== Material for this exercise

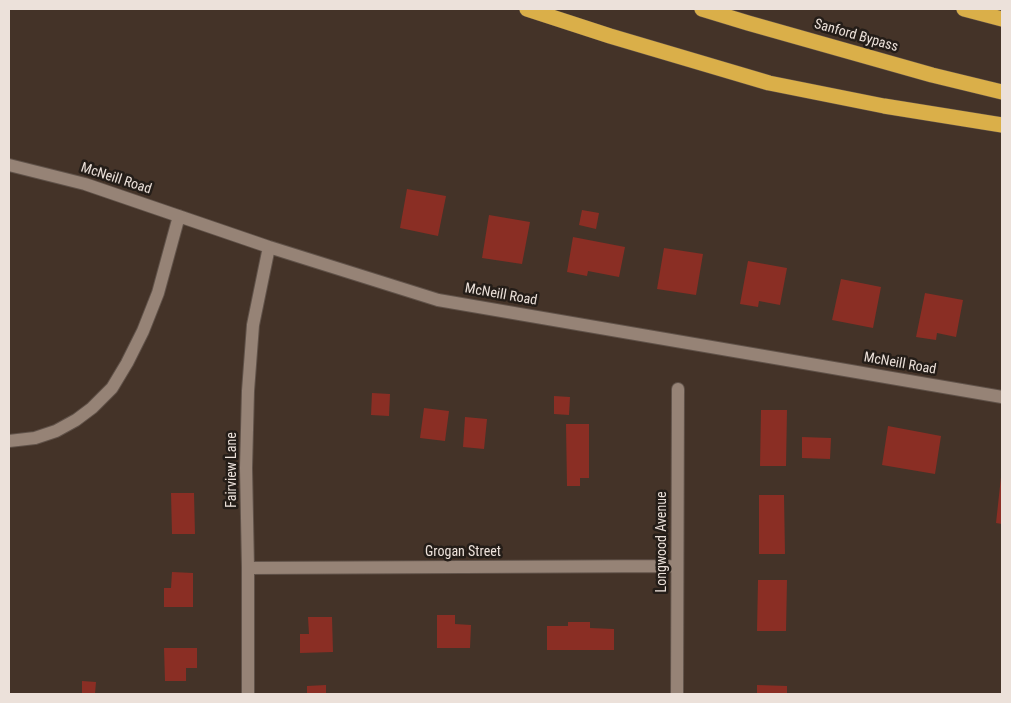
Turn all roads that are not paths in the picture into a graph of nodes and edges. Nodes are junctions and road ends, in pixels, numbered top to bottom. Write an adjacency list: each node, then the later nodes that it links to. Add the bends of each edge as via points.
1 (527, 9): 6 (highway, via 769,83 884,106)
2 (702, 9): 5 (highway, Sanford Bypass)
3 (964, 9): 4 (highway)
4 (1002, 18)
5 (1002, 92)
6 (1002, 124)
7 (9, 165): 8 (street, McNeill Road, via 85,184)
8 (179, 216): 9 (street, McNeill Road); 12 (street, via 158,293 143,331 112,388 92,408 56,431)
9 (269, 248): 11 (street, McNeill Road, via 438,300); 14 (street, Fairview Lane, via 253,325 248,391)
10 (678, 389): 13 (street, Longwood Avenue)
11 (1002, 397)
12 (9, 441)
13 (677, 566): 14 (street, Grogan Street); 16 (street, Longwood Avenue)
14 (248, 568): 15 (street, Fairview Lane)
15 (248, 694)
16 (677, 694)

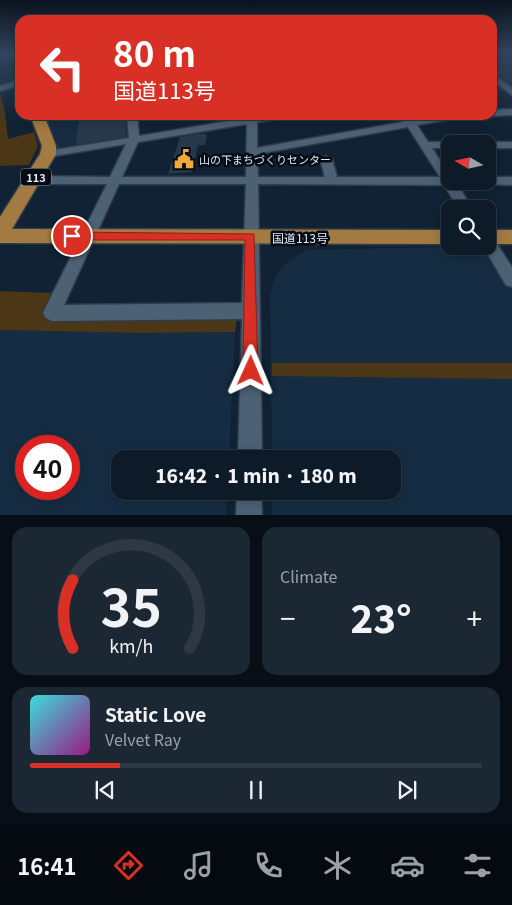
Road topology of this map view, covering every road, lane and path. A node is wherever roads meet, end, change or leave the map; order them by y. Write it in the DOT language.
graph roads {
  1 [pos="497,80"];
  2 [pos="502,83"];
  3 [pos="15,84"];
  4 [pos="497,84"];
  5 [pos="0,89"];
  6 [pos="512,92"];
  7 [pos="512,112"];
  8 [pos="497,113"];
  9 [pos="497,114"];
  10 [pos="39,120"];
  11 [pos="132,120"];
  12 [pos="236,120"];
  13 [pos="252,120"];
  14 [pos="407,120"];
  15 [pos="428,120"];
  16 [pos="411,123"];
  17 [pos="512,123"];
  18 [pos="134,139"];
  19 [pos="425,145"];
  20 [pos="441,145"];
  21 [pos="496,145"];
  22 [pos="512,145"];
  23 [pos="252,152"];
  24 [pos="48,154"];
  25 [pos="326,159"];
  26 [pos="441,169"];
  27 [pos="34,180"];
  28 [pos="115,180"];
  29 [pos="250,180"];
  30 [pos="332,181"];
  31 [pos="441,181"];
  32 [pos="496,181"];
  33 [pos="512,181"];
  34 [pos="0,234"];
  35 [pos="89,236"];
  36 [pos="250,236"];
  37 [pos="441,237"];
  38 [pos="496,237"];
  39 [pos="512,237"];
  40 [pos="496,255"];
  41 [pos="512,280"];
  42 [pos="252,311"];
  43 [pos="250,450"];
  44 [pos="249,500"];
  45 [pos="249,515"];
  1 -- 2 [label="street"];
  2 -- 4 [label="street"];
  2 -- 6 [label="street"];
  3 -- 5 [label="street"];
  7 -- 8 [label="street"];
  9 -- 17 [label="street"];
  10 -- 24 [label="highway, 113"];
  11 -- 18 [label="street"];
  12 -- 18 [label="street"];
  13 -- 23 [label="street"];
  14 -- 16 [label="street"];
  15 -- 16 [label="street"];
  16 -- 19 [label="street"];
  16 -- 23 [label="street"];
  18 -- 24 [label="street"];
  18 -- 28 [label="street"];
  19 -- 20 [label="street"];
  19 -- 26 [label="street"];
  21 -- 22 [label="street"];
  23 -- 29 [label="street"];
  24 -- 27 [label="highway, 国道113号 / 113"];
  25 -- 30 [label="street"];
  27 -- 28 [label="street"];
  27 -- 34 [label="highway, 国道113号 / 113"];
  28 -- 29 [label="street"];
  28 -- 35 [label="street"];
  29 -- 30 [label="street"];
  29 -- 36 [label="street"];
  30 -- 31 [label="street"];
  32 -- 33 [label="street"];
  34 -- 35 [label="highway, 国道113号 / 113"];
  35 -- 36 [label="highway, 国道113号 / 113"];
  35 -- 42 [label="street"];
  36 -- 37 [label="highway, 国道113号 / 113"];
  36 -- 42 [label="street"];
  38 -- 39 [label="highway"];
  40 -- 41 [label="street"];
  42 -- 43 [label="street"];
  44 -- 45 [label="street"];
}
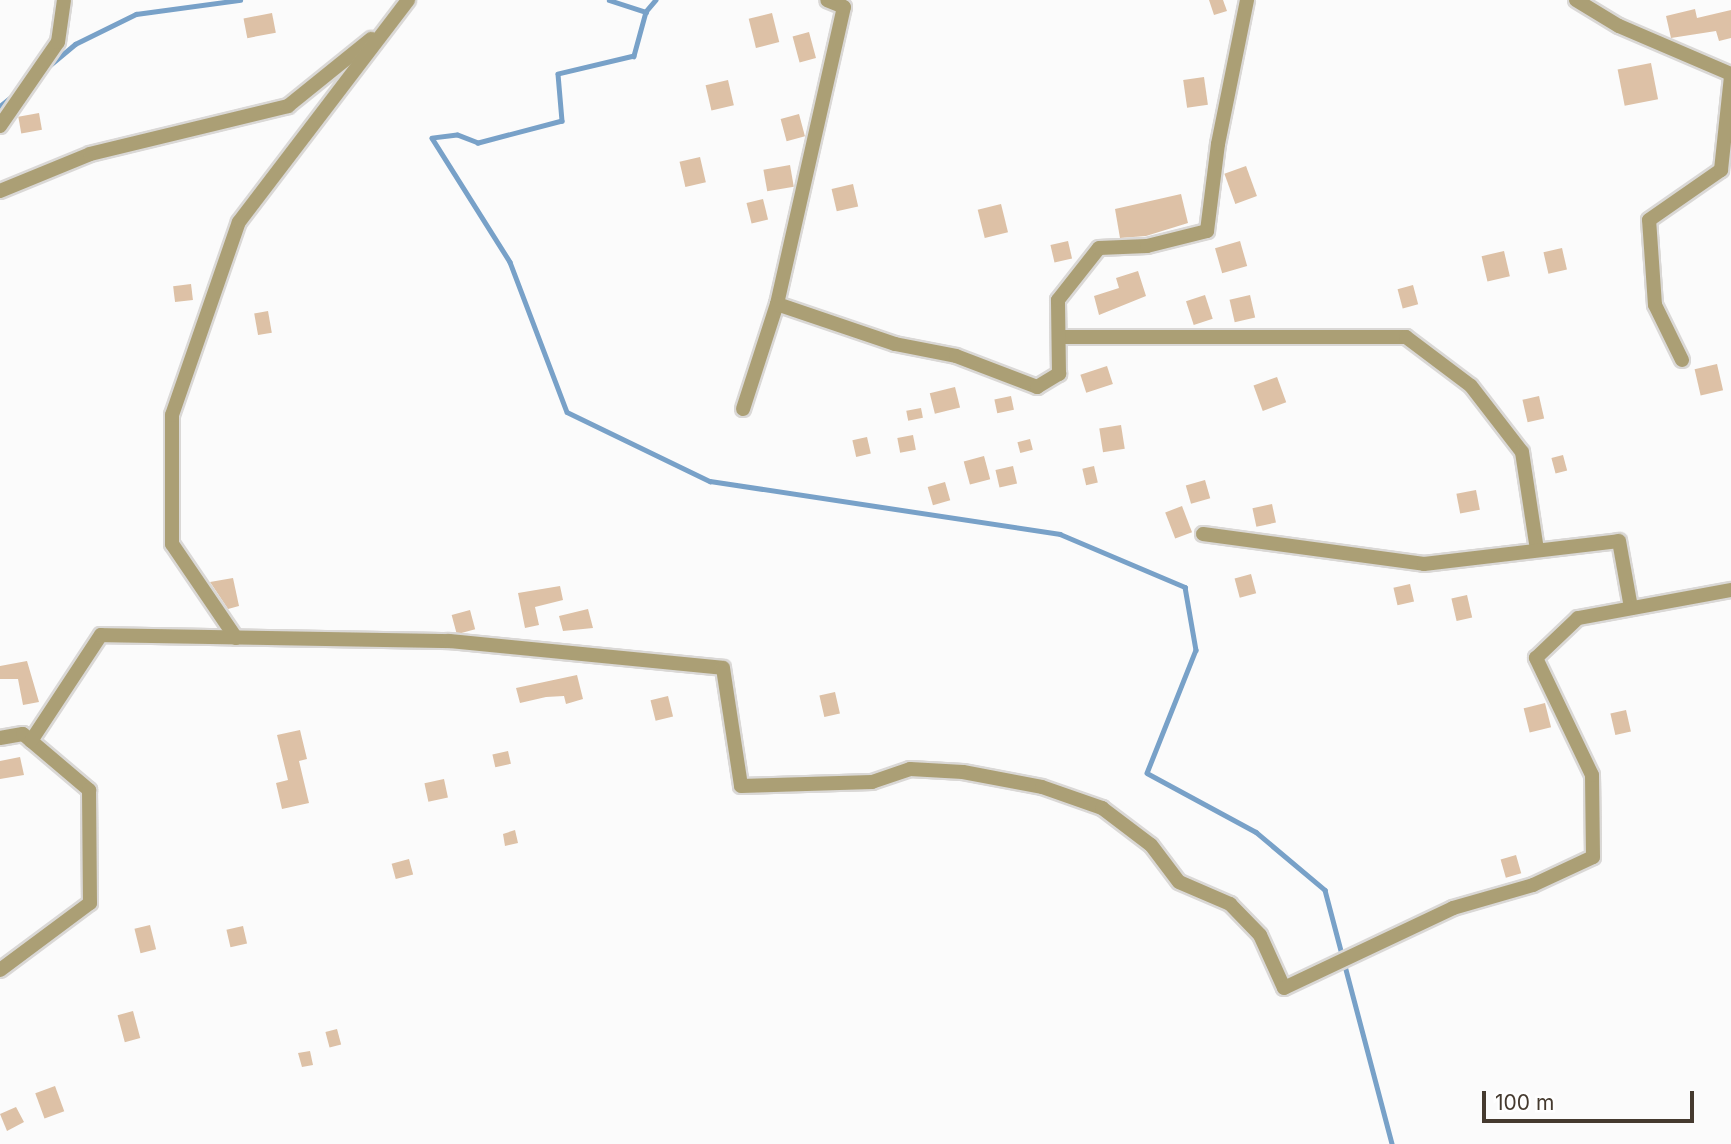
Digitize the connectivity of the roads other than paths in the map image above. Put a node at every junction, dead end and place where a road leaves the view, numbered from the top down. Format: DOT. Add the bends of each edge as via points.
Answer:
graph roads {
  1 [pos="64,0"];
  2 [pos="408,0"];
  3 [pos="827,0"];
  4 [pos="1247,0"];
  5 [pos="1576,0"];
  6 [pos="388,25"];
  7 [pos="1731,75"];
  8 [pos="0,126"];
  9 [pos="0,191"];
  10 [pos="777,304"];
  11 [pos="1060,337"];
  12 [pos="1682,360"];
  13 [pos="743,410"];
  14 [pos="1203,534"];
  15 [pos="1537,550"];
  16 [pos="1731,590"];
  17 [pos="1631,608"];
  18 [pos="236,638"];
  19 [pos="0,738"];
  20 [pos="31,741"];
  21 [pos="0,970"];
  1 -- 8 [label="street" via="58,42"];
  2 -- 6 [label="street"];
  3 -- 10 [label="street" via="844,7"];
  4 -- 11 [label="street" via="1218,144 1207,231 1147,246 1099,248 1058,300"];
  5 -- 7 [label="street" via="1619,26"];
  6 -- 9 [label="street" via="288,106 90,154"];
  6 -- 18 [label="street" via="239,222 172,415 172,544"];
  7 -- 12 [label="street" via="1721,170 1649,220 1655,305"];
  10 -- 11 [label="street" via="895,344 956,356 1037,387 1059,374"];
  10 -- 13 [label="street"];
  11 -- 15 [label="street" via="1406,337 1471,386 1522,452"];
  14 -- 15 [label="street" via="1424,564"];
  15 -- 17 [label="street" via="1619,541"];
  16 -- 17 [label="street"];
  17 -- 18 [label="street" via="1578,618 1536,659 1592,775 1593,857 1533,885 1453,908 1284,988 1260,935 1230,904 1179,882 1151,845 1102,808 1042,787 950,771 910,769 872,782 741,786 723,668 449,641"];
  18 -- 20 [label="street" via="101,635"];
  19 -- 20 [label="street" via="23,734"];
  20 -- 21 [label="street" via="89,790 90,903"];
}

====

* Work order: Copy every entry exactly; drop the pictures.

* Exercise solution:
Turn all roads that are not paths in the picture into a graph of nodes and edges. Nodes are junctions and road ends, in pixels, numbered top to bottom. Write an adjacency list: each node, then the later nodes that it links to. Add the bends of each edge as via points.
1 (527, 9): 6 (highway, via 769,83 884,106)
2 (702, 9): 5 (highway, Sanford Bypass)
3 (964, 9): 4 (highway)
4 (1002, 18)
5 (1002, 92)
6 (1002, 124)
7 (9, 165): 8 (street, McNeill Road, via 85,184)
8 (179, 216): 9 (street, McNeill Road); 12 (street, via 158,293 143,331 112,388 92,408 56,431)
9 (269, 248): 11 (street, McNeill Road, via 438,300); 14 (street, Fairview Lane, via 253,325 248,391)
10 (678, 389): 13 (street, Longwood Avenue)
11 (1002, 397)
12 (9, 441)
13 (677, 566): 14 (street, Grogan Street); 16 (street, Longwood Avenue)
14 (248, 568): 15 (street, Fairview Lane)
15 (248, 694)
16 (677, 694)

Road topology of this map view, covering every road, lane and path. A node is wherever roads meet, end, change or leave the map; order them by y. Write it in the DOT language.
graph roads {
  1 [pos="497,80"];
  2 [pos="502,83"];
  3 [pos="15,84"];
  4 [pos="497,84"];
  5 [pos="0,89"];
  6 [pos="512,92"];
  7 [pos="512,112"];
  8 [pos="497,113"];
  9 [pos="497,114"];
  10 [pos="39,120"];
  11 [pos="132,120"];
  12 [pos="236,120"];
  13 [pos="252,120"];
  14 [pos="407,120"];
  15 [pos="428,120"];
  16 [pos="411,123"];
  17 [pos="512,123"];
  18 [pos="134,139"];
  19 [pos="425,145"];
  20 [pos="441,145"];
  21 [pos="496,145"];
  22 [pos="512,145"];
  23 [pos="252,152"];
  24 [pos="48,154"];
  25 [pos="326,159"];
  26 [pos="441,169"];
  27 [pos="34,180"];
  28 [pos="115,180"];
  29 [pos="250,180"];
  30 [pos="332,181"];
  31 [pos="441,181"];
  32 [pos="496,181"];
  33 [pos="512,181"];
  34 [pos="0,234"];
  35 [pos="89,236"];
  36 [pos="250,236"];
  37 [pos="441,237"];
  38 [pos="496,237"];
  39 [pos="512,237"];
  40 [pos="496,255"];
  41 [pos="512,280"];
  42 [pos="252,311"];
  43 [pos="250,450"];
  44 [pos="249,500"];
  45 [pos="249,515"];
  1 -- 2 [label="street"];
  2 -- 4 [label="street"];
  2 -- 6 [label="street"];
  3 -- 5 [label="street"];
  7 -- 8 [label="street"];
  9 -- 17 [label="street"];
  10 -- 24 [label="highway, 113"];
  11 -- 18 [label="street"];
  12 -- 18 [label="street"];
  13 -- 23 [label="street"];
  14 -- 16 [label="street"];
  15 -- 16 [label="street"];
  16 -- 19 [label="street"];
  16 -- 23 [label="street"];
  18 -- 24 [label="street"];
  18 -- 28 [label="street"];
  19 -- 20 [label="street"];
  19 -- 26 [label="street"];
  21 -- 22 [label="street"];
  23 -- 29 [label="street"];
  24 -- 27 [label="highway, 国道113号 / 113"];
  25 -- 30 [label="street"];
  27 -- 28 [label="street"];
  27 -- 34 [label="highway, 国道113号 / 113"];
  28 -- 29 [label="street"];
  28 -- 35 [label="street"];
  29 -- 30 [label="street"];
  29 -- 36 [label="street"];
  30 -- 31 [label="street"];
  32 -- 33 [label="street"];
  34 -- 35 [label="highway, 国道113号 / 113"];
  35 -- 36 [label="highway, 国道113号 / 113"];
  35 -- 42 [label="street"];
  36 -- 37 [label="highway, 国道113号 / 113"];
  36 -- 42 [label="street"];
  38 -- 39 [label="highway"];
  40 -- 41 [label="street"];
  42 -- 43 [label="street"];
  44 -- 45 [label="street"];
}
Digitize the connectivity of the roads other than paths in the map image above. Put a node at every junction, dead end and place where a road leaves the view, numbered from the top down. Format: DOT. Add the bends of each edge as via points.
Answer:
graph roads {
  1 [pos="64,0"];
  2 [pos="408,0"];
  3 [pos="827,0"];
  4 [pos="1247,0"];
  5 [pos="1576,0"];
  6 [pos="388,25"];
  7 [pos="1731,75"];
  8 [pos="0,126"];
  9 [pos="0,191"];
  10 [pos="777,304"];
  11 [pos="1060,337"];
  12 [pos="1682,360"];
  13 [pos="743,410"];
  14 [pos="1203,534"];
  15 [pos="1537,550"];
  16 [pos="1731,590"];
  17 [pos="1631,608"];
  18 [pos="236,638"];
  19 [pos="0,738"];
  20 [pos="31,741"];
  21 [pos="0,970"];
  1 -- 8 [label="street" via="58,42"];
  2 -- 6 [label="street"];
  3 -- 10 [label="street" via="844,7"];
  4 -- 11 [label="street" via="1218,144 1207,231 1147,246 1099,248 1058,300"];
  5 -- 7 [label="street" via="1619,26"];
  6 -- 9 [label="street" via="288,106 90,154"];
  6 -- 18 [label="street" via="239,222 172,415 172,544"];
  7 -- 12 [label="street" via="1721,170 1649,220 1655,305"];
  10 -- 11 [label="street" via="895,344 956,356 1037,387 1059,374"];
  10 -- 13 [label="street"];
  11 -- 15 [label="street" via="1406,337 1471,386 1522,452"];
  14 -- 15 [label="street" via="1424,564"];
  15 -- 17 [label="street" via="1619,541"];
  16 -- 17 [label="street"];
  17 -- 18 [label="street" via="1578,618 1536,659 1592,775 1593,857 1533,885 1453,908 1284,988 1260,935 1230,904 1179,882 1151,845 1102,808 1042,787 950,771 910,769 872,782 741,786 723,668 449,641"];
  18 -- 20 [label="street" via="101,635"];
  19 -- 20 [label="street" via="23,734"];
  20 -- 21 [label="street" via="89,790 90,903"];
}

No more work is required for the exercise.